可当白宁追问一下为什么的时候,重鸣又给他甩脸色了,“让你离他远点你就离他远点,问那么多为什么做什么?”
白宁“……”
到林家之后,他们受到了热情的款待,其中有一个人特别热情,他们四个看起来最没出息的就是白宁了,可那个人却只对白宁一见如故似的不停地朝白宁敬酒。
当然白宁一滴都没喝上,都被康鸿给挡下了。
在挡了三杯之后,那个人脸色已经不大好了,可康鸿却岿然不动的继续挡着。
一开始人家还都觉着是康鸿不知礼数,可挡到最后,都觉得那个人分不清场合了。
人家远来是客,你这么灌人家酒干什么?
一顿酒宴下来,林家人绝口不提骨虫的事,只让他们今晚好生休息,明天再说正事。
林家也算家大业大,自然不会苛待客人,所以直接空出一个院子让他们住进去。
然而白宁和康鸿依旧住一个房间,因为看似还算正常的康鸿,整个人已经黏在了白宁身上,扯都扯不下来。
白宁背着康鸿回房时,依旧从重鸣那儿接收到了两道如芒在背的目光,看得他暗自发誓,一定要早点想起来和重鸣之间的恩怨。
有仇报仇有怨报怨,用得着整天拿眼神凌迟他吗。
他现在是没太多心思计较这些了,他现在最重要的是把背上这个大号娃娃搬到屋子里。
喝醉酒的人就是重,白宁把康鸿弄床上去的时候,他身上已经出汗了。
康鸿一身的酒味,他就想拿湿帕子给他擦擦,这样才能睡的舒服,哪知道他刚抬起身,就被康鸿一下按了下去,然后康鸿又翻了个身,把他掀到了床里面。
两个人侧着身,面对着面,康鸿双眼闭着,浓黑的睫毛在眼睑下打出一片阴影,鼻梁高高的一条线下来,就是喝出酒气的薄唇。
白宁盯着康鸿的嘴唇看了一会儿,少有的感到了一丝不自在。
他推了推康鸿让他把他给放开,结果这人还真跟个大号娃娃一样直往他脖子里蹭,呼出来的气可能因为带着酒气,把他脖子都给烫着了。
之前因为他心口有块碗大的疤,导致他心口疼,心跳弱,现在心跳的倒是厉害了,厉害的他想把心脏给按住,好让他别那么大动静。
这跳动的幅度,有种让他振聋发聩的错觉。
要是这声音被康鸿给听见了,直觉告诉他会很丢面子。
他还想挣扎着起来给康鸿擦擦脸,哪知康鸿的胳膊看似没用什么力气,可他就是挣不开,他索性放弃了。

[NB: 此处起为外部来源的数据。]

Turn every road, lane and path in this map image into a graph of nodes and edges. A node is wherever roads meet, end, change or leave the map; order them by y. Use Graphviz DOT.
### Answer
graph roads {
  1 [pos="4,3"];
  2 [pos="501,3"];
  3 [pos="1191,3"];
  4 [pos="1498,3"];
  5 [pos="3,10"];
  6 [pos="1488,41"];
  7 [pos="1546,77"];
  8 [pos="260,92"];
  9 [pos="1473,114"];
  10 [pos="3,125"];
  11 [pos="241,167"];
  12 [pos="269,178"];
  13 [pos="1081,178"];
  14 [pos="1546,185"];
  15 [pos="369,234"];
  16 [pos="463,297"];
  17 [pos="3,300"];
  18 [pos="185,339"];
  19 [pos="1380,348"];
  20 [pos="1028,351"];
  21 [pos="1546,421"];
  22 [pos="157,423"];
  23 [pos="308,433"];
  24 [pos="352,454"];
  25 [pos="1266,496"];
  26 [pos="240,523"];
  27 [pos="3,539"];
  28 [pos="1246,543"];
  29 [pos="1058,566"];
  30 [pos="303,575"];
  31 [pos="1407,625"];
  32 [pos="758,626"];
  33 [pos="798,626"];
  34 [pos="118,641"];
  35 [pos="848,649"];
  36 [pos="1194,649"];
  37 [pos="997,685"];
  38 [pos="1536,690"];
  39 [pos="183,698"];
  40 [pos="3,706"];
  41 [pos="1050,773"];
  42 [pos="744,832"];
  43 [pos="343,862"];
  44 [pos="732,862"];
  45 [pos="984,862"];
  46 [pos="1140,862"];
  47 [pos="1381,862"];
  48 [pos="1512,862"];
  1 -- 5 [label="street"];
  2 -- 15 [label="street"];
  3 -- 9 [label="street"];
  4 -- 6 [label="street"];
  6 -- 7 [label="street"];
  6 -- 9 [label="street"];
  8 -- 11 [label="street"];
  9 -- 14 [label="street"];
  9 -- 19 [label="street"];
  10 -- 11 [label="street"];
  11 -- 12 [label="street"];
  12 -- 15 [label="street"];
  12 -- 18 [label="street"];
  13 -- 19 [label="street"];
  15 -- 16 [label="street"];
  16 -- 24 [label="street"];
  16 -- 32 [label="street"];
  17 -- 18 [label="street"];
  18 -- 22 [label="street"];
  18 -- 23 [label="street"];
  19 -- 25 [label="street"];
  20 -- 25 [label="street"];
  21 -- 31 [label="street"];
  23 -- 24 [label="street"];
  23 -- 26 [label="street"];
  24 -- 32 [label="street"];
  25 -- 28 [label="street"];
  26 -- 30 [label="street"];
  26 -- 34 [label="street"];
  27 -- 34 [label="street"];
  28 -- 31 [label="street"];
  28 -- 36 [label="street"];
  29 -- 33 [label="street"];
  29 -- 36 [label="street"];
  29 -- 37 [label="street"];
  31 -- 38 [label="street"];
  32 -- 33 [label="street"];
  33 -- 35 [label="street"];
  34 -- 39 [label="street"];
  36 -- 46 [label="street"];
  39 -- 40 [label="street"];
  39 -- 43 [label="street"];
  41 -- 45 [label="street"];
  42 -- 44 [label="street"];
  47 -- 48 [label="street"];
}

为了避免自己心跳剧烈导致猝死,他闭着眼睛不去看康鸿。
他这一次也非常努力的想要睡着,可是却失败了。
失眠的夜晚是难熬的,为了消磨时间,他就往下面蹿了蹿,然后先在心里自我说服一番:“呐,不是我要给你亲的啊,是你每次亲我之后,我就感觉体内的洪荒之力就控制不住了,我只是想趁你喝醉了试试,到底是不是因为你亲了我我才会这样的,你可别误会啊……”
把自己说服的差不多了,他就把额头抵在了康鸿的嘴唇上。
嘴唇很软,很热,还挺舒服……
“啊呸!我的意思是没试出什么结果来。”
白宁把脑门儿在康鸿嘴唇上晃来晃去,没有试出什么来。
他小声的叫了康鸿几声,确定这人醉的死沉死沉的,就把鼻子凑过去蹭了蹭,还是没有结果。
眼睛凑过去,还是没有……
没什么耐心的白宁直接把自己嘴唇给送过去蹭了。
这下他没去想自己体内的洪荒之力有没有爆发出来,因为康鸿醒了……
在康鸿幽深的目光中,白宁条件反射的往后撤了撤,然后僵硬的转身,在背对着康鸿时,才双手捂脸,像个虾米一样把自己缩的小小的好降低自己的存在感,“怎么办?尴了好大一个尬……”
沉浸在自己创造出来的尴尬旋涡里,白宁倒是很快就睡着了。
第二天,起床的白宁神清气爽的在院子里伸着懒腰,康鸿出来了,他还友好的打了个招呼。
康鸿见他丝毫没有昨天晚上的不自在,就去问:“还记得你昨天晚上做了什么吗?”
白宁挺无辜的说:“做了什么?我昨天晚上什么都没做啊。”
康鸿忍无可忍的呵了一声。
这人脑子真会忘,该忘的不忘,不该忘的全忘了!
把自己摘得干干净净,痛苦纠结孤单全留给他一个人,世界上就没这么便宜的事。
白宁被康鸿呵的挺委屈,“你干嘛这个表情?”
康鸿不由分说的压上去亲了他一下,不是赐予他洪荒之力的亲额头,而是直接亲了嘴唇,直接把他给亲傻眼了。
他傻愣愣的在风中凌乱了好一会儿,这才想起来质问:“你干嘛呢?!”
这下换康鸿挺无辜的说:“我干嘛了?我什么都没干啊。”
白宁呵呵了两声,被气的。
康鸿则挺委屈的说:“你干嘛这个表情?”
哐当……
那是重鸣把洗脸盆扔到院子里的声音。
这次重鸣不骂他们斯文败类了,直接骂他们不知羞耻,还要把他们从院子里撵出去,免得他一出门就害得他瞎了眼!